Il 4 ottobre 1834 Vespucci lasciò Firenze e viaggiò in Europa in compagnia della famiglia francese di ingegneri e pittori Saint-Victor, visitò le principali gallerie d’arte e imparò a dipingere. I primi otto mesi dei suoi viaggi furono descritti in un diario intitolato Six années de la vie d’America de Vespucci, un’opera iniziata nel 1840, ma mai pubblicata e rimasta incompiuta.
Raggiunta Parigi, nel settembre del 1836 Vespucci si separò dai Saint-Victor e si trattenne nella capitale, dove frequentò l’alta società. Era ospite abituale del salotto della contessa Maria Teresa Nogarola Apponyi, conobbe George Sand e madame Delphine Gay de Girardin, fu corteggiata da Louis-François Sosthène visconte di La Rochefoucauld e duca di Doudeauville e dall’ammiraglio Jean Baptiste Grivel. Frequentò anche la corte di Luigi Filippo e si diffusero voci di una presunta infatuazione da parte di Ferdinando Filippo d’Orléans nei suoi confronti. Vespucci enfatizzò ovunque le sue illustri origini e sfruttò a suo vantaggio il nome dell’antenato, iniziando a presentarsi come Elena Ameriga.

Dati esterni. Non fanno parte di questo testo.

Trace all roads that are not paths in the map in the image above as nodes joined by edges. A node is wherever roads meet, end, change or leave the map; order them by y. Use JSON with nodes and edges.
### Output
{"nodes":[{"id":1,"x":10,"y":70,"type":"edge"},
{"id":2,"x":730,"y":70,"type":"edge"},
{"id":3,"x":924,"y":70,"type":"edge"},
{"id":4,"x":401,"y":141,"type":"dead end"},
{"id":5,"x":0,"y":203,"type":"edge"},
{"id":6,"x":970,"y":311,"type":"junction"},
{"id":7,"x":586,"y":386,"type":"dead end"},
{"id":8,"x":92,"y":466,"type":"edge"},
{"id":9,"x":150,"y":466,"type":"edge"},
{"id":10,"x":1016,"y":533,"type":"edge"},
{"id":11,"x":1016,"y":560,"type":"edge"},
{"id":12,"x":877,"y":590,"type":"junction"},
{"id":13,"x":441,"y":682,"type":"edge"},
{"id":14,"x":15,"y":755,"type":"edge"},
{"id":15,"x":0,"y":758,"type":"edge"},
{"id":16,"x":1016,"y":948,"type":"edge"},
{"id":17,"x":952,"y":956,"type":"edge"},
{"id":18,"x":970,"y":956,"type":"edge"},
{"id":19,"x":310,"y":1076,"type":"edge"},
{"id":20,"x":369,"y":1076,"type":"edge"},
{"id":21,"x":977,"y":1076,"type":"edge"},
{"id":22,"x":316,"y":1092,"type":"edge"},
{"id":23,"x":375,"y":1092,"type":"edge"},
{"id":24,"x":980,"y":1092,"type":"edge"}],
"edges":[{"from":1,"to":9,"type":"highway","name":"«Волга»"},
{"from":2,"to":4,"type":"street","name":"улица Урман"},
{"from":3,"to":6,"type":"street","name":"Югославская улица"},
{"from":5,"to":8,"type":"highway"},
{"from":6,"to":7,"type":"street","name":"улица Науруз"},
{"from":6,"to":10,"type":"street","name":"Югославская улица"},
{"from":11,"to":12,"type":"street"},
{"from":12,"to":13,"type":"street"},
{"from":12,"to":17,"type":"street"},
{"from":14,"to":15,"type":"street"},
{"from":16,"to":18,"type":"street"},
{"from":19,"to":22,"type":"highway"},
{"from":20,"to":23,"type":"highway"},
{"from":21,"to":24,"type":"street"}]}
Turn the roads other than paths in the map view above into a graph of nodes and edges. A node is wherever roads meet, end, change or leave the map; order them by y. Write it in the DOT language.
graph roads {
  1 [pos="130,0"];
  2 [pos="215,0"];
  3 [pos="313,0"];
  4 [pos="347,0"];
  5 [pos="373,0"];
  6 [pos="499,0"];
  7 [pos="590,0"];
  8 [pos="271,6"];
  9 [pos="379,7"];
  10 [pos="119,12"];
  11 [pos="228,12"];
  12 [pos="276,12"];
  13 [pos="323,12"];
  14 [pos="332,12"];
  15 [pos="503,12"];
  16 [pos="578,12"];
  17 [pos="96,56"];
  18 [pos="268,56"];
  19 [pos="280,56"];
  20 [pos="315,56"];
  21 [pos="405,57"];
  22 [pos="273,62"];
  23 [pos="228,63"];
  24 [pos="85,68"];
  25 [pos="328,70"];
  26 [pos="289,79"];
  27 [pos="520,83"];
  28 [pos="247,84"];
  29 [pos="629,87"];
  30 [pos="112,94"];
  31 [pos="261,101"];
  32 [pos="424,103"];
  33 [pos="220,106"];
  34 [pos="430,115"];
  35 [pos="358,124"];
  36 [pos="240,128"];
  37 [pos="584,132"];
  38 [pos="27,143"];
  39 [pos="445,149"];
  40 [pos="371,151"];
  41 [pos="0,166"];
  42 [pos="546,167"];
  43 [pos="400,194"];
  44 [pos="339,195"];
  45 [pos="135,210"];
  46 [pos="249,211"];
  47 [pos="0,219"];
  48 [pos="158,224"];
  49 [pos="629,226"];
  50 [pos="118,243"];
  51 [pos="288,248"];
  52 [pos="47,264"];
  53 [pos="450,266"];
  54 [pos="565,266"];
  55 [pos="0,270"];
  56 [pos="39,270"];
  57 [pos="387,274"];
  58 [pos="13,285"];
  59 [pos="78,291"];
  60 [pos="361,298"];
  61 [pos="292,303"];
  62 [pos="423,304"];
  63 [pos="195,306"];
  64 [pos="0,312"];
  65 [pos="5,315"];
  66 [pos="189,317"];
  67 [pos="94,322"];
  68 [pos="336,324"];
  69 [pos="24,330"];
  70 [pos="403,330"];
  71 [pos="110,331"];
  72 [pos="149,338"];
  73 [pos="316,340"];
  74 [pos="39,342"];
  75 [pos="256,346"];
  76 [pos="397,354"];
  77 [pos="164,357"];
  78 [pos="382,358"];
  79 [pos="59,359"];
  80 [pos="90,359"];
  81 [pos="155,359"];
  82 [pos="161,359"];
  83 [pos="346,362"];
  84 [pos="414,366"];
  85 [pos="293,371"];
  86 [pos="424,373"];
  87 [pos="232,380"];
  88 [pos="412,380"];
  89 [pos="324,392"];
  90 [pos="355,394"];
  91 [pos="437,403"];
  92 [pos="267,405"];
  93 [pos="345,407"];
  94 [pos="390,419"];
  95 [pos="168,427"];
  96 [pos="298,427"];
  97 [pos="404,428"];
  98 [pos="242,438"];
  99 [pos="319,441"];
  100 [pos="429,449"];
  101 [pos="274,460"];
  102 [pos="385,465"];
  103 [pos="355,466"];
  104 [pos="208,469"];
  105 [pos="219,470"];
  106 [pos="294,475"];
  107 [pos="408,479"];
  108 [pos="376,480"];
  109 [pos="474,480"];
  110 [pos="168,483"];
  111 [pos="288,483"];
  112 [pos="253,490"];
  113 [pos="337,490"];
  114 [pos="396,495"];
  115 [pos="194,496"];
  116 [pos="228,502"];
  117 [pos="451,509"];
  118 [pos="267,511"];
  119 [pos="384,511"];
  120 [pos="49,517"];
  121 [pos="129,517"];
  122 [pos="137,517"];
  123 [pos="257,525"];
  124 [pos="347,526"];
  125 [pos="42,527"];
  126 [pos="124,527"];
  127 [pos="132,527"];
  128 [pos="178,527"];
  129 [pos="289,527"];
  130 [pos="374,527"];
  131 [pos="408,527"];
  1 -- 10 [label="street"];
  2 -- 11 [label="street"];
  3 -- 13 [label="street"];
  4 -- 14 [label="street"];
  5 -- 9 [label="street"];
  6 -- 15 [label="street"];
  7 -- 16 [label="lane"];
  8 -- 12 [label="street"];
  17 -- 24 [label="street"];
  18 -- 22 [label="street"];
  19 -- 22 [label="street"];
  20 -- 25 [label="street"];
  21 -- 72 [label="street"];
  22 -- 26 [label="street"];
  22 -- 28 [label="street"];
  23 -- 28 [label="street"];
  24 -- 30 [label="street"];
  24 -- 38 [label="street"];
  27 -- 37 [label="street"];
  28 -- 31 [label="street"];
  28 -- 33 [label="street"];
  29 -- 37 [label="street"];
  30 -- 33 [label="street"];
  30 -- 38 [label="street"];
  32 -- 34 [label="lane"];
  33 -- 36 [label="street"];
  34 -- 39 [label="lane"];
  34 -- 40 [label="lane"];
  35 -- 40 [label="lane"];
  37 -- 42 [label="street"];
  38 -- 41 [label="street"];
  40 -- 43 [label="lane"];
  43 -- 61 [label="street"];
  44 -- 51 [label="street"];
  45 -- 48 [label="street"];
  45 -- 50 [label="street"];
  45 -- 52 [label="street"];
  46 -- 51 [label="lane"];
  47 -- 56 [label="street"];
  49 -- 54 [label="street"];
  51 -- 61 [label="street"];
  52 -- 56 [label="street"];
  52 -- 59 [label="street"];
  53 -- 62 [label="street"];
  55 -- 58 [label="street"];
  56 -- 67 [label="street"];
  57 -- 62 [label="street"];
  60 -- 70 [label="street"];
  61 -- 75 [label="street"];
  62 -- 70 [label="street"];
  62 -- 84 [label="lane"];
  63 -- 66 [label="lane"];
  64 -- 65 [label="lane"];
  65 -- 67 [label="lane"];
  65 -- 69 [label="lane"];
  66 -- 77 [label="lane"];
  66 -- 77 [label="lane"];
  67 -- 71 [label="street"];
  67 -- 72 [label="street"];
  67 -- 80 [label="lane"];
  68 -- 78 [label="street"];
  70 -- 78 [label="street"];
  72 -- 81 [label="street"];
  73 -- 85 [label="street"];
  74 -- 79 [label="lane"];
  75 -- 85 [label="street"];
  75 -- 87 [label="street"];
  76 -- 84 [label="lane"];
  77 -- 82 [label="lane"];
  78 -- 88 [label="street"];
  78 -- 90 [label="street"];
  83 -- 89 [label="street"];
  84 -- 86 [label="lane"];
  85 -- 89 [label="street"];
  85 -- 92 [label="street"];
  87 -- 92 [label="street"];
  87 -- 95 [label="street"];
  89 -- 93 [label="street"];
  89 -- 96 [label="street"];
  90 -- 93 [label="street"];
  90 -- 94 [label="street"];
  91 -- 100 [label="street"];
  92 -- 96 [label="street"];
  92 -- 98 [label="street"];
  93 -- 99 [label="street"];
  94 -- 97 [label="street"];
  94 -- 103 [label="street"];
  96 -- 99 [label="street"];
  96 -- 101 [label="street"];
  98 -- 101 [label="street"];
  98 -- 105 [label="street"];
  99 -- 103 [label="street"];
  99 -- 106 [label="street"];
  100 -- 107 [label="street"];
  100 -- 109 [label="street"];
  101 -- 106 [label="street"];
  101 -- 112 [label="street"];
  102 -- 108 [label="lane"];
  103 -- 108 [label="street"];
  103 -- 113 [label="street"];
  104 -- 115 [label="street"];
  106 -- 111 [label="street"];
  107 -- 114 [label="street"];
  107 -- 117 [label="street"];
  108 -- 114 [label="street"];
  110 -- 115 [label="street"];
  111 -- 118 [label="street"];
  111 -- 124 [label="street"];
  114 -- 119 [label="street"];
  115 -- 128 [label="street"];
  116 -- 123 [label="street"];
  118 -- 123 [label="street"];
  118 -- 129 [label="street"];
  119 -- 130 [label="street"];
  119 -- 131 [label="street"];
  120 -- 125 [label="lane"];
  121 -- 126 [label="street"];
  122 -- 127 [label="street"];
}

Per quanto si trovasse a suo agio nella metropoli, desiderava tuttavia raggiungere l’America, e il 4 aprile 1838 salpò per Rio de Janeiro a bordo di una nave della marina militare francese, provvista di lettere di presentazione firmate dalla casa reale. Al suo arrivo fu accolta dal console Theodore Taunay e i suoi illustri natali, esaltati da un nuovo cambio di nome in Maria Elena (o Helena) America, le guadagnarono ancora una volta l’ingresso nell’alta società. Fu ricevuta dall’imperatore Pietro II e si legò al viceconsole svizzero Arthur Guiguer, di cui divenne amante. Approfittando della benevolenza di cui godeva, alla fine del mese di luglio avanzò alla Camera brasiliana la richiesta di cittadinanza e di una proprietà terriera. Nonostante il favore della stampa, la petizione venne respinta in ragione del fatto che Vespucci non era una discendente diretta del grande navigatore. Di fronte a questo rifiuto, il 10 ottobre 1838 la giovane fiorentina partì per New York, dove approdò il 28 novembre. Al suo arrivo suscitò curiosità ed entusiasmi, attirandosi le maggiori attenzioni dei giornali, che la seguivano ormai come un indiscusso personaggio pubblico. In suo onore si prepararono feste e banchetti, si composero poesie e si pubblicarono articoli che fornivano maggiori dettagli della sua vita: si scrisse che aveva fatto parte della carboneria e che fosse stata esiliata a causa dei suoi accesi ideali repubblicani. Elena raccontava di essere stata affiliata alla Giovine Italia e di essere l’ultima discendente di Amerigo Vespucci. Questi particolari facevano di lei un’eroina romantica, che incarnava gli ideali di libertà, indipendenza e repubblica cari agli statunitensi. Se la fiorentina utilizzò ripetutamente i giornali per sensibilizzare l’opinione pubblica a suo vantaggio, la stampa sfruttò la sua vicenda per mettere in atto i processi di nation-building, definendo i valori e gli ideali alla base dell’identità americana. Il suo fascino le assicurò l’amicizia di uomini di spicco come Charles-Édouard Pontois, Henry Clay, Daniel Webster, John Quincy Adams e persino del giovane figlio del presidente democratico Martin Van Buren, John, del quale, si disse, divenne l’amante. Le furono attribuite molte relazioni e tra i suoi spasimanti più noti si contano il colonnello Robert Battersby, il diplomatico Alphonse Dubois de Saligny e l’editore Théodore Frédéric Gaillardet.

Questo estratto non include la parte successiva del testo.